▶ **Your objective**:
Your task is to filter the entries and copy every line containing the string "nodes".

▶ **Input**:
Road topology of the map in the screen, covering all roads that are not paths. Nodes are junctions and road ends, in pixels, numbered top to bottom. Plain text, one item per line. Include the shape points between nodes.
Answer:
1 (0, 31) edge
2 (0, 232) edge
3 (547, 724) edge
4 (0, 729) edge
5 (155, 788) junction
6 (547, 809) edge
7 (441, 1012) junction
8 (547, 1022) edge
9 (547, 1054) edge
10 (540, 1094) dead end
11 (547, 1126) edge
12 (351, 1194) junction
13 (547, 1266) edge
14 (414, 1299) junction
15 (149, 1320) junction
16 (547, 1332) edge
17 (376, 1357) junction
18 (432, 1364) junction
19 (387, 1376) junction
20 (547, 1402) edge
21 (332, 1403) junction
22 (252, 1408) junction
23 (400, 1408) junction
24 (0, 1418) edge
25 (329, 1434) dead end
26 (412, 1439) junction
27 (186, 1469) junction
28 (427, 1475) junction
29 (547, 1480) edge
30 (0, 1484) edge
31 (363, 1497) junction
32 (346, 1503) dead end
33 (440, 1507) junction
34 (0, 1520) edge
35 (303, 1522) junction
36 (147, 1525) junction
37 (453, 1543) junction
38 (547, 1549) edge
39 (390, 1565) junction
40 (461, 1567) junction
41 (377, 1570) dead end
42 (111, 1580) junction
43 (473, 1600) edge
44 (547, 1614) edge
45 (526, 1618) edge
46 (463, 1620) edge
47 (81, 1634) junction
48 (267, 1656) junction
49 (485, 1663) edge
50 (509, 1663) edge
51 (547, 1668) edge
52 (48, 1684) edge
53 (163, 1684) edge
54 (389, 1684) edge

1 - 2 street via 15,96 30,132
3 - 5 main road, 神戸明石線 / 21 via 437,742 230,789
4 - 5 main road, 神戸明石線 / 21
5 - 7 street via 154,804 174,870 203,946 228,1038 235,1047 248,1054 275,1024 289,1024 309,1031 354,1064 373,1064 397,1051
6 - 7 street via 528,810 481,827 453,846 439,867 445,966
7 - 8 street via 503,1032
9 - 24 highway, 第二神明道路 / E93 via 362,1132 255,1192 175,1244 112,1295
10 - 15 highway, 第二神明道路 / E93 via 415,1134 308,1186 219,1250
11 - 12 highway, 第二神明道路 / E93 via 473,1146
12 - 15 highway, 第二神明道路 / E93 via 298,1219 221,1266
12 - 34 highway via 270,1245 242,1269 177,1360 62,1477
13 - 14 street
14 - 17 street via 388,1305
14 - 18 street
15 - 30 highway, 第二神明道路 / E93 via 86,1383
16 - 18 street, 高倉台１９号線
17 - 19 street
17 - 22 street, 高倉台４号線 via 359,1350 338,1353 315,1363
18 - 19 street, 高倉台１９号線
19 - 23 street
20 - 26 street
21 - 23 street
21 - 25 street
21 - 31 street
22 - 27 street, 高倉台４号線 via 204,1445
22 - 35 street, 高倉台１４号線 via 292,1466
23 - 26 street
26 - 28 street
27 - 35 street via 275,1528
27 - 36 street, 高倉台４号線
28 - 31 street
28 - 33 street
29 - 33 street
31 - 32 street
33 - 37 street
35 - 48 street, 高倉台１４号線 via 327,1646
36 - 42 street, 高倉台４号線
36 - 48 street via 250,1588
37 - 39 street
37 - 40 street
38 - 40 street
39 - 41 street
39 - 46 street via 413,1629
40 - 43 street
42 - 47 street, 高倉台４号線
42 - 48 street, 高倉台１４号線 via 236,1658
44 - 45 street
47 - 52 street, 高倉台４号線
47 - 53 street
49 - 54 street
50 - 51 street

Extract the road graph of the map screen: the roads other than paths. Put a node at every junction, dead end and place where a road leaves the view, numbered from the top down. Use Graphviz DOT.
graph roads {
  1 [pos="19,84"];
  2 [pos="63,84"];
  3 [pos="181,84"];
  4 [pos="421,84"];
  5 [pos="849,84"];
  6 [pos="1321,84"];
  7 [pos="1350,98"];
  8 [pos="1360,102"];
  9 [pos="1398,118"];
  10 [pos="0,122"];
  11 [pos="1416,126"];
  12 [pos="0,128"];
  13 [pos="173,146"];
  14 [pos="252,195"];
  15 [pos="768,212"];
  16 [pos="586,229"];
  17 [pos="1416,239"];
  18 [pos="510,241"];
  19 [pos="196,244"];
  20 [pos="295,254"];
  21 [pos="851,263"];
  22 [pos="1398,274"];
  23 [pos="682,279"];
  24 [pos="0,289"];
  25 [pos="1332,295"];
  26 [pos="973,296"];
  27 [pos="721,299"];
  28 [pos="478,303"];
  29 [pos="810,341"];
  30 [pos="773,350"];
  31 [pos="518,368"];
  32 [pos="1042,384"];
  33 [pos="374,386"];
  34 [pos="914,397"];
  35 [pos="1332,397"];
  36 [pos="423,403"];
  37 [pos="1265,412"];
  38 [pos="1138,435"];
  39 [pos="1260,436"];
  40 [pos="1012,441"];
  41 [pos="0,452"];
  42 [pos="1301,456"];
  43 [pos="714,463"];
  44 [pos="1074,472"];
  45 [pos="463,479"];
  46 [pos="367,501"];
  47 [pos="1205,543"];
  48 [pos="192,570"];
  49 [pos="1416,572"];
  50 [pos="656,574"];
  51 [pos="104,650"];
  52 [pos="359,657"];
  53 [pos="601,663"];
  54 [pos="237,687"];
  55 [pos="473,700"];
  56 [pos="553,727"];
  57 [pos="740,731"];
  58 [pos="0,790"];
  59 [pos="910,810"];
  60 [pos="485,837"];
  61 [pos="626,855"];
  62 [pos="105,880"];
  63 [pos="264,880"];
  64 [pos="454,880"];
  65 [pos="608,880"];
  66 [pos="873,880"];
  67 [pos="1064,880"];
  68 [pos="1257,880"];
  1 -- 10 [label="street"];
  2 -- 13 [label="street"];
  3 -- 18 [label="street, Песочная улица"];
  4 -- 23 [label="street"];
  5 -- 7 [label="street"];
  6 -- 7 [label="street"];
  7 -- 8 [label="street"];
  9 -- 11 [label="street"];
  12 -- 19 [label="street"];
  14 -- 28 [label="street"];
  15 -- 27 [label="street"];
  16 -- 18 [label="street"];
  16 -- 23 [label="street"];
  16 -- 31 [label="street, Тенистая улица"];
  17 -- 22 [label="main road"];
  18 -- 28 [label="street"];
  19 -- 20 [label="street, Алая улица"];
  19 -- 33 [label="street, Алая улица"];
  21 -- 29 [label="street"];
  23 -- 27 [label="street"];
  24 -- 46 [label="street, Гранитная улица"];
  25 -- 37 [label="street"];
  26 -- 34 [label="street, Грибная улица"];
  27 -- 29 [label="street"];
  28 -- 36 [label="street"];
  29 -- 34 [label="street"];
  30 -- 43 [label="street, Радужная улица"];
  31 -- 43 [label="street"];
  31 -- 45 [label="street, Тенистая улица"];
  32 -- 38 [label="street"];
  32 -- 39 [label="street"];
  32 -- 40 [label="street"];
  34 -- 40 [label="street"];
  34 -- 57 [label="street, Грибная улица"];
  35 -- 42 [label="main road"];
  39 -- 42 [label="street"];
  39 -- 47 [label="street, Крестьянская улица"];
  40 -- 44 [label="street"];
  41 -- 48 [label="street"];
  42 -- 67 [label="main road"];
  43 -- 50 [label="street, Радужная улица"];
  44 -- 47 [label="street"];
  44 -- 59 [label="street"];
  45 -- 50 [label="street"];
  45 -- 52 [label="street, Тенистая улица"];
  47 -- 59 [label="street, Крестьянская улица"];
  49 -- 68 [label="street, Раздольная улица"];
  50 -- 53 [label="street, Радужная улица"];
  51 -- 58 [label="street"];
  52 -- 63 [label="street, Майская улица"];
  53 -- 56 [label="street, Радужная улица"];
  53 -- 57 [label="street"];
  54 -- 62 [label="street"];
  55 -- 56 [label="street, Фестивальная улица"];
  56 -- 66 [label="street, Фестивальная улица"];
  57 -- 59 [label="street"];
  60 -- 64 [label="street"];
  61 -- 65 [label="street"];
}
--
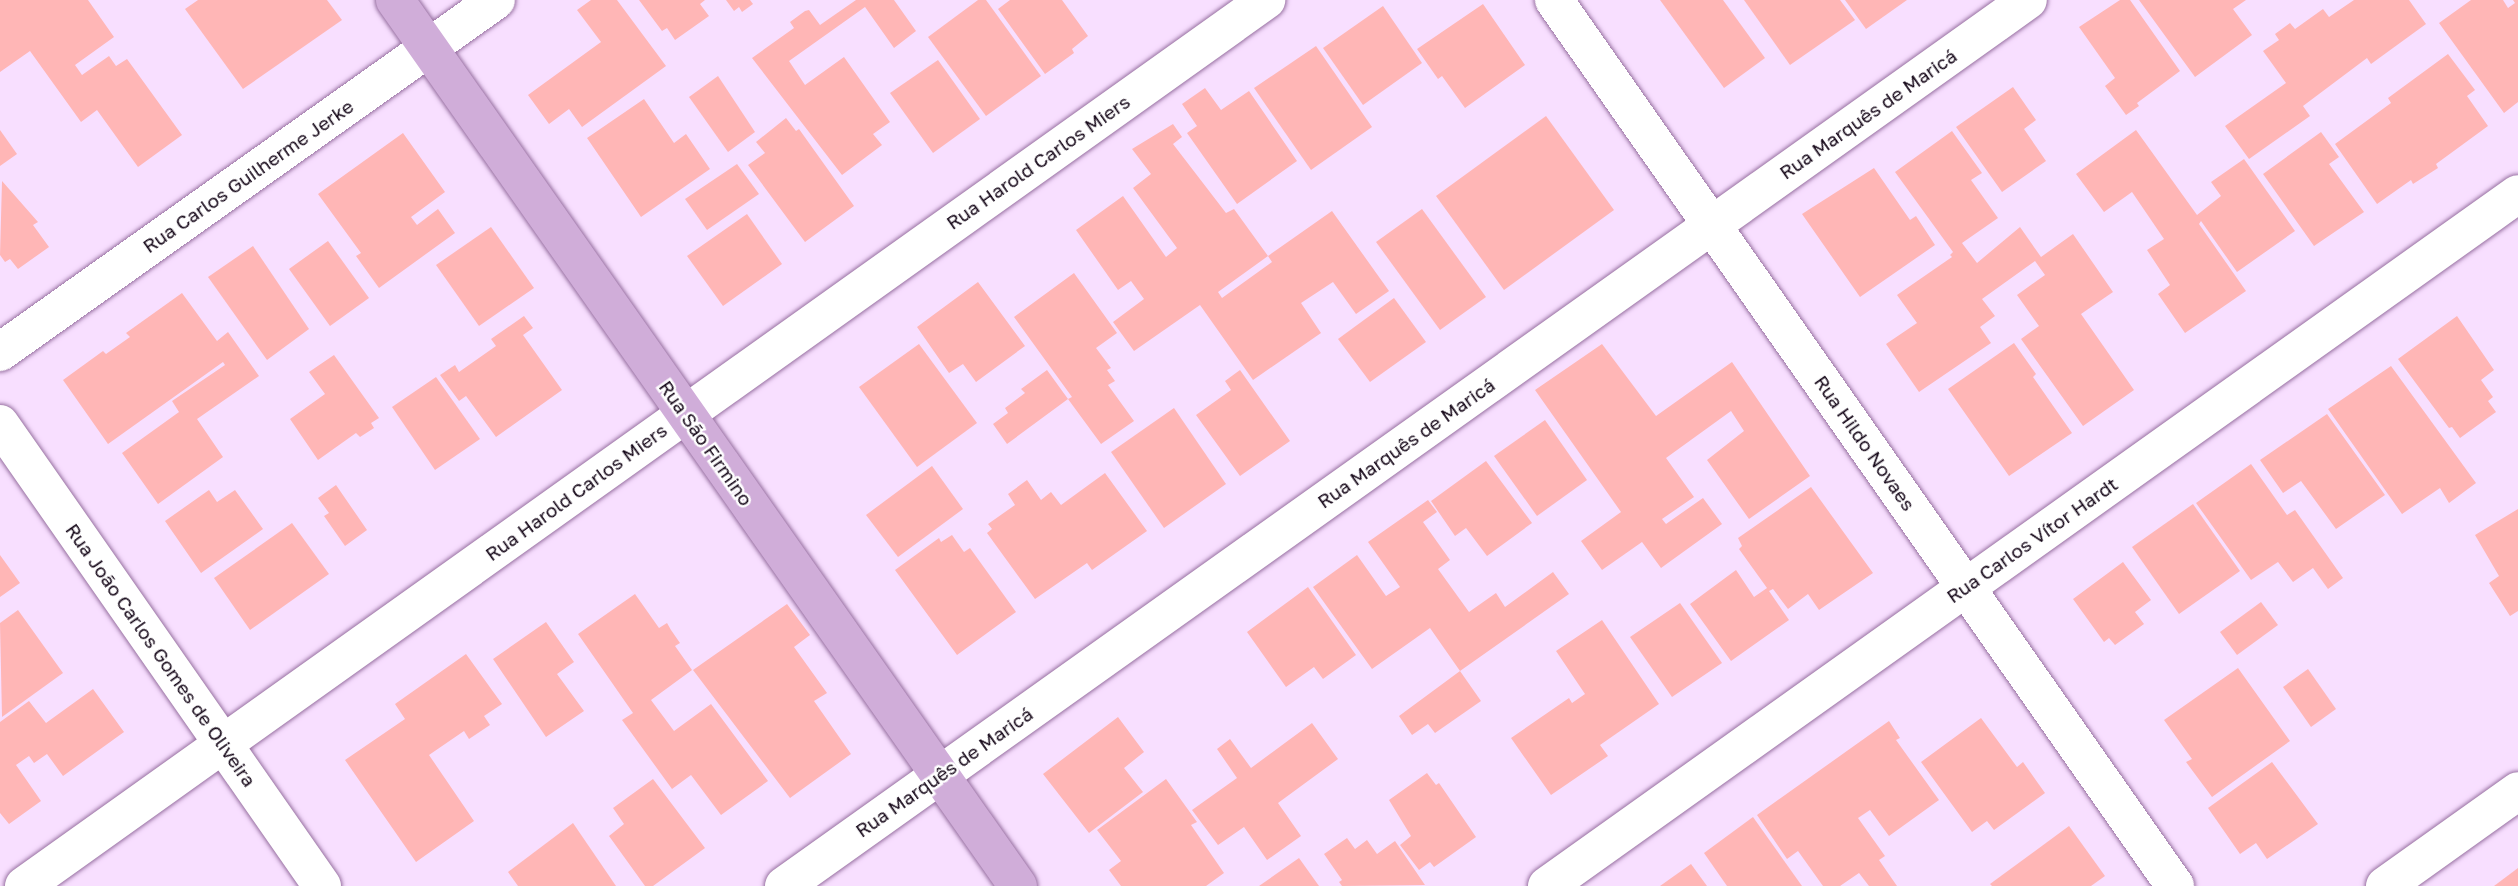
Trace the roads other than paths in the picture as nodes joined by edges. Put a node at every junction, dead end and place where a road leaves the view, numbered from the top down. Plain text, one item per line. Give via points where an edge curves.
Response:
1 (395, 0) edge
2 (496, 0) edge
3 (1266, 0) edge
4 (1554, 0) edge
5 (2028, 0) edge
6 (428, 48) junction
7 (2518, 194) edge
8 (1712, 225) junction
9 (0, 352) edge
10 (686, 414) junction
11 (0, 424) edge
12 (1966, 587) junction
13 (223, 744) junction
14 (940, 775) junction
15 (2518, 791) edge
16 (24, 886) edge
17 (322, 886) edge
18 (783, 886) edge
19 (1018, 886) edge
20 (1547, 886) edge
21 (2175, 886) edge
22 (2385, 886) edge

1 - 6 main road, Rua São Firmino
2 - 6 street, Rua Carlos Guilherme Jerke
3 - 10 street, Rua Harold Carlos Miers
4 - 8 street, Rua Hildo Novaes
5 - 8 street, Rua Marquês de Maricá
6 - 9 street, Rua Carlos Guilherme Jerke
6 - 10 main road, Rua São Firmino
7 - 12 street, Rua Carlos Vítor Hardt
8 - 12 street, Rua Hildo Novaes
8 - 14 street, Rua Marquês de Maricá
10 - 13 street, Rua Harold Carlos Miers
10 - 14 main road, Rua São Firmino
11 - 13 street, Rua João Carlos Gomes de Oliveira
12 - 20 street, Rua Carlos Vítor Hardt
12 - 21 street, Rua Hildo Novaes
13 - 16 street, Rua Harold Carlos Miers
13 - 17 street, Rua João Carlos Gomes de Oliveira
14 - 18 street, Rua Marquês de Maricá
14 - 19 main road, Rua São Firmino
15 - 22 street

▶ **Result of this task**:
Road topology of the map in the screen, covering all roads that are not paths. Nodes are junctions and road ends, in pixels, numbered top to bottom. Plain text, one item per line. Include the shape points between nodes.
Trace the roads other than paths in the picture as nodes joined by edges. Put a node at every junction, dead end and place where a road leaves the view, numbered from the top down. Plain text, one item per line. Give via points where an edge curves.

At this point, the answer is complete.